Orang-orang bilang saya adalah duplikat Ayah. Bukan hanya wajah dengan kumis bersambung, namun juga nada bicara, cara jalan, cara menatap, beberapa sifat dan cara bercanda. Sebagian hatiku bahagia, bagaimana pun Ayah adalah idola saya. Namun sebagian lagi saya merasa nyeri, setelah mendengar mitos bahwa anak lelaki yang menyerupai ayahnya akan membuat salah satu dari mereka akan cepat pergi.
Demi Allah, hingga Ayahku telah pulang ke riba cinta Dzat Mahakekal, ia tidak pernah memukul, bahkan tidak juga membentak kami meskipun sesekali kami telah melakukan kesalahan fatal. Atas sikap silap kami, tegur pertamanya adalah anggukan dalam diam dengan tatapan mata tajam dan kening dikerutkan. Jika tak mempan, ia akan menyatir kami dengan ucapan. Puncaknya, ia akan diam, tak lagi peduli dan tak menanggapi apa pun yang kami sampaikan.
Saya dan kedua adik benar-benar sudah terdidik dengan bahasa. Tidak perlu ditegur dengan kasar, cukup dengan tatapan dan gerak tak senang saja kami sudah paham. Ikhwal itu kemudian membuat kami bisa membaca apa yang Ayah inginkan. Raut wajah ayah bagi kami adalah ucapan. Matanya adalah kata-kata. Dan segala tentangnya adalah cinta.
Konon Umi pernah bersumpah juga ia tak pernah dimarahi Ayah, itu telah membuatnya begitu cinta. Melebihi cinta kami, anak-anaknya. Ayah benar-benar seorang Shah di hati kami. Sulit betul untuknya datang benci. Jika ia menyindir, berdesir darah kami. Meski kesalahan tidak seberapa, kami merasa sudah melakukan sebesar-besar dosa. Ayah mampu menjadi sultan yang tegas namun tetap tenang. Dia melarang kami tanpa kasar. Ia memuji kami dengan senyuman.
Ayah adalah ruang canda. Jika ia ada, kami berkumpul di dapur setiap malam selepas mengaji, lalu ia akan mengisahkan cerita-cerita tawa pada kami. Ia mendidik kami untuk terus menertawakan keadaan. Meyakinkan kami bahwa kekayaan tidak bisa dilihat dari jumlah harta, melainkan dari intensitas tawa. Darinya kami belajar, percuma banyak uang jika hati tak pernah tenang, hidup tak senang.

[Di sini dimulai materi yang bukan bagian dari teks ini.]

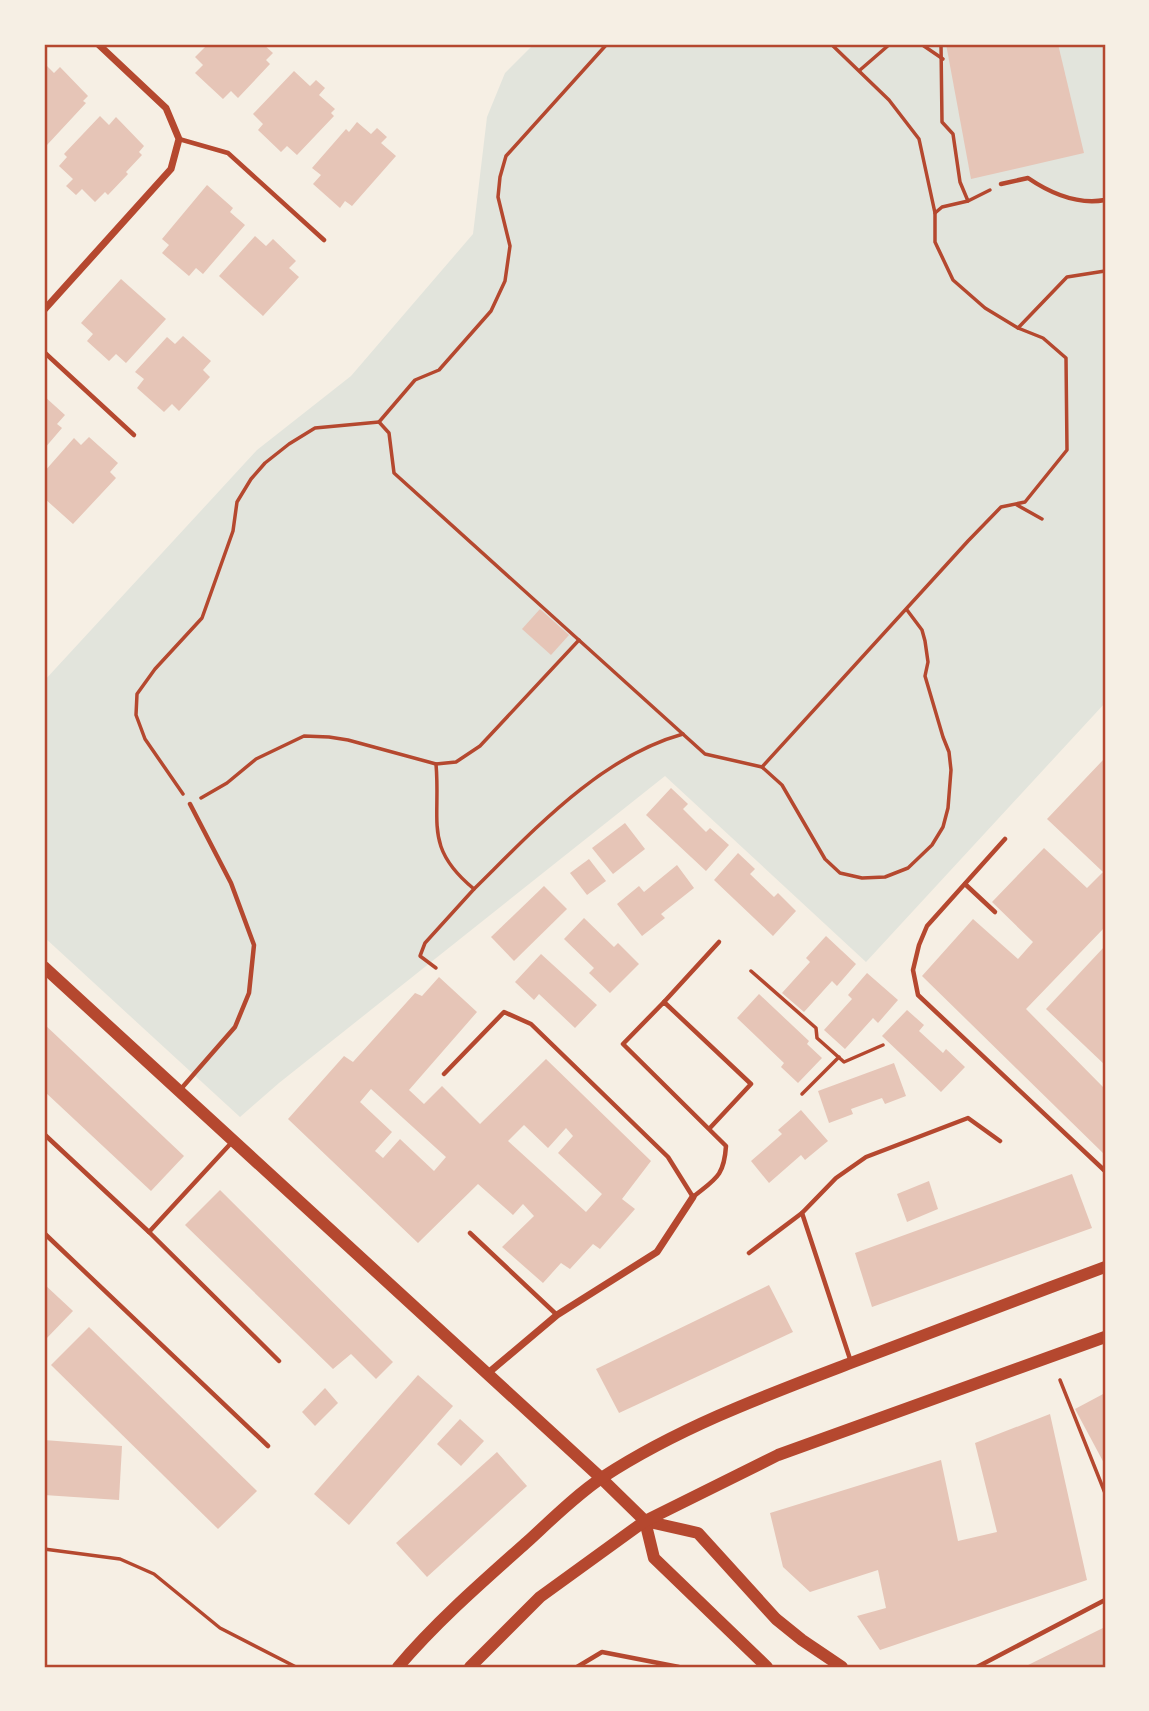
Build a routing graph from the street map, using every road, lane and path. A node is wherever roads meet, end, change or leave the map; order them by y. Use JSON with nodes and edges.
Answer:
{"nodes":[{"id":1,"x":98,"y":44,"type":"edge"},
{"id":2,"x":607,"y":44,"type":"edge"},
{"id":3,"x":831,"y":44,"type":"edge"},
{"id":4,"x":890,"y":44,"type":"edge"},
{"id":5,"x":921,"y":44,"type":"edge"},
{"id":6,"x":942,"y":44,"type":"edge"},
{"id":7,"x":943,"y":60,"type":"junction"},
{"id":8,"x":859,"y":70,"type":"junction"},
{"id":9,"x":179,"y":139,"type":"junction"},
{"id":10,"x":1001,"y":184,"type":"joint"},
{"id":11,"x":1105,"y":200,"type":"edge"},
{"id":12,"x":968,"y":201,"type":"junction"},
{"id":13,"x":935,"y":213,"type":"junction"},
{"id":14,"x":324,"y":240,"type":"dead end"},
{"id":15,"x":1105,"y":271,"type":"edge"},
{"id":16,"x":44,"y":310,"type":"edge"},
{"id":17,"x":1018,"y":328,"type":"junction"},
{"id":18,"x":44,"y":352,"type":"edge"},
{"id":19,"x":379,"y":422,"type":"junction"},
{"id":20,"x":134,"y":435,"type":"dead end"},
{"id":21,"x":1015,"y":504,"type":"junction"},
{"id":22,"x":1042,"y":519,"type":"dead end"},
{"id":23,"x":907,"y":610,"type":"junction"},
{"id":24,"x":580,"y":640,"type":"junction"},
{"id":25,"x":683,"y":733,"type":"junction"},
{"id":26,"x":436,"y":764,"type":"junction"},
{"id":27,"x":762,"y":767,"type":"junction"},
{"id":28,"x":190,"y":804,"type":"junction"},
{"id":29,"x":1005,"y":839,"type":"dead end"},
{"id":30,"x":965,"y":884,"type":"junction"},
{"id":31,"x":474,"y":889,"type":"junction"},
{"id":32,"x":995,"y":912,"type":"dead end"},
{"id":33,"x":719,"y":942,"type":"dead end"},
{"id":34,"x":44,"y":967,"type":"edge"},
{"id":35,"x":436,"y":968,"type":"dead end"},
{"id":36,"x":751,"y":971,"type":"dead end"},
{"id":37,"x":664,"y":1002,"type":"junction"},
{"id":38,"x":883,"y":1045,"type":"dead end"},
{"id":39,"x":839,"y":1057,"type":"junction"},
{"id":40,"x":444,"y":1074,"type":"dead end"},
{"id":41,"x":179,"y":1091,"type":"junction"},
{"id":42,"x":802,"y":1094,"type":"dead end"},
{"id":43,"x":709,"y":1129,"type":"junction"},
{"id":44,"x":44,"y":1134,"type":"edge"},
{"id":45,"x":233,"y":1140,"type":"junction"},
{"id":46,"x":1000,"y":1141,"type":"dead end"},
{"id":47,"x":1105,"y":1171,"type":"edge"},
{"id":48,"x":693,"y":1197,"type":"junction"},
{"id":49,"x":802,"y":1213,"type":"junction"},
{"id":50,"x":149,"y":1232,"type":"junction"},
{"id":51,"x":44,"y":1233,"type":"edge"},
{"id":52,"x":470,"y":1233,"type":"dead end"},
{"id":53,"x":749,"y":1253,"type":"dead end"},
{"id":54,"x":1105,"y":1267,"type":"edge"},
{"id":55,"x":557,"y":1315,"type":"junction"},
{"id":56,"x":1105,"y":1336,"type":"edge"},
{"id":57,"x":279,"y":1361,"type":"dead end"},
{"id":58,"x":852,"y":1363,"type":"junction"},
{"id":59,"x":487,"y":1374,"type":"junction"},
{"id":60,"x":1060,"y":1380,"type":"dead end"},
{"id":61,"x":268,"y":1446,"type":"dead end"},
{"id":62,"x":601,"y":1478,"type":"junction"},
{"id":63,"x":1105,"y":1493,"type":"edge"},
{"id":64,"x":645,"y":1521,"type":"junction"},
{"id":65,"x":44,"y":1549,"type":"edge"},
{"id":66,"x":1105,"y":1600,"type":"edge"},
{"id":67,"x":824,"y":1663,"type":"edge"},
{"id":68,"x":296,"y":1667,"type":"edge"},
{"id":69,"x":398,"y":1667,"type":"edge"},
{"id":70,"x":470,"y":1667,"type":"edge"},
{"id":71,"x":577,"y":1667,"type":"edge"},
{"id":72,"x":679,"y":1667,"type":"edge"},
{"id":73,"x":767,"y":1667,"type":"edge"},
{"id":74,"x":842,"y":1667,"type":"edge"},
{"id":75,"x":977,"y":1667,"type":"edge"}],
"edges":[{"from":1,"to":9,"type":"street"},
{"from":2,"to":19,"type":"path"},
{"from":3,"to":8,"type":"path"},
{"from":4,"to":8,"type":"path"},
{"from":5,"to":7,"type":"path"},
{"from":6,"to":7,"type":"path"},
{"from":7,"to":12,"type":"path"},
{"from":8,"to":13,"type":"path"},
{"from":9,"to":14,"type":"lane"},
{"from":9,"to":16,"type":"street"},
{"from":10,"to":11,"type":"lane"},
{"from":10,"to":12,"type":"path"},
{"from":12,"to":13,"type":"path"},
{"from":13,"to":17,"type":"path"},
{"from":15,"to":17,"type":"path"},
{"from":17,"to":21,"type":"path"},
{"from":18,"to":20,"type":"lane"},
{"from":19,"to":24,"type":"path"},
{"from":19,"to":28,"type":"path"},
{"from":21,"to":22,"type":"path"},
{"from":21,"to":23,"type":"path"},
{"from":23,"to":27,"type":"path"},
{"from":23,"to":27,"type":"path"},
{"from":24,"to":25,"type":"path"},
{"from":24,"to":26,"type":"path"},
{"from":25,"to":27,"type":"path"},
{"from":25,"to":31,"type":"path"},
{"from":26,"to":28,"type":"path"},
{"from":26,"to":31,"type":"path"},
{"from":28,"to":41,"type":"lane"},
{"from":29,"to":30,"type":"lane"},
{"from":30,"to":32,"type":"lane"},
{"from":30,"to":47,"type":"lane"},
{"from":31,"to":35,"type":"path"},
{"from":33,"to":37,"type":"lane"},
{"from":34,"to":41,"type":"main road"},
{"from":36,"to":39,"type":"path"},
{"from":37,"to":43,"type":"lane"},
{"from":37,"to":43,"type":"lane"},
{"from":38,"to":39,"type":"path"},
{"from":39,"to":42,"type":"path"},
{"from":40,"to":48,"type":"lane"},
{"from":41,"to":45,"type":"main road"},
{"from":43,"to":48,"type":"lane"},
{"from":44,"to":50,"type":"lane"},
{"from":45,"to":50,"type":"lane"},
{"from":45,"to":59,"type":"main road"},
{"from":46,"to":49,"type":"lane"},
{"from":48,"to":55,"type":"street"},
{"from":49,"to":53,"type":"lane"},
{"from":49,"to":58,"type":"lane"},
{"from":50,"to":57,"type":"lane"},
{"from":51,"to":61,"type":"lane"},
{"from":52,"to":55,"type":"lane"},
{"from":54,"to":58,"type":"main road"},
{"from":55,"to":59,"type":"street"},
{"from":56,"to":64,"type":"main road"},
{"from":58,"to":62,"type":"main road"},
{"from":59,"to":62,"type":"main road"},
{"from":60,"to":63,"type":"path"},
{"from":62,"to":64,"type":"main road"},
{"from":62,"to":69,"type":"main road"},
{"from":64,"to":67,"type":"main road"},
{"from":64,"to":70,"type":"main road"},
{"from":64,"to":73,"type":"main road"},
{"from":65,"to":68,"type":"path"},
{"from":66,"to":75,"type":"lane"},
{"from":67,"to":74,"type":"main road"},
{"from":71,"to":72,"type":"lane"}]}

Jika harus mengenang, mestinya Ayah sudah berhasil membawa kami di ambang kejayaan seperti yang dimaknai banyak orang. Namun syurga terlanjur memanggilnya pulang. Kami tinggal dalam hati yang remuk kehilangan cinta dan tak berbentuk. Kesedihan kami tidak abadi. Ayah telah lebih dahulu mempersiapkan kami bekal berupa mimpi dan keyakinan. Tak lupa ia taburkan keberanian, kekuatan, dan peta jalan pulang. Ayah telah menang dalam perencanaan dan persiapan perjalanan panjang
Kelak, jika Allah izinkan, saya juga akan menjadi Ayah. Saya telah belajar tekun dari sekarang bagaimana kemudian bisa menjadi seorang Ayah yang dicintai dan mendidik anak-anak tanpa perlakuan kejam namun tetap di atas aturan. Saya ingin menjadi Ayah seperti Ayah saya yang Sultan.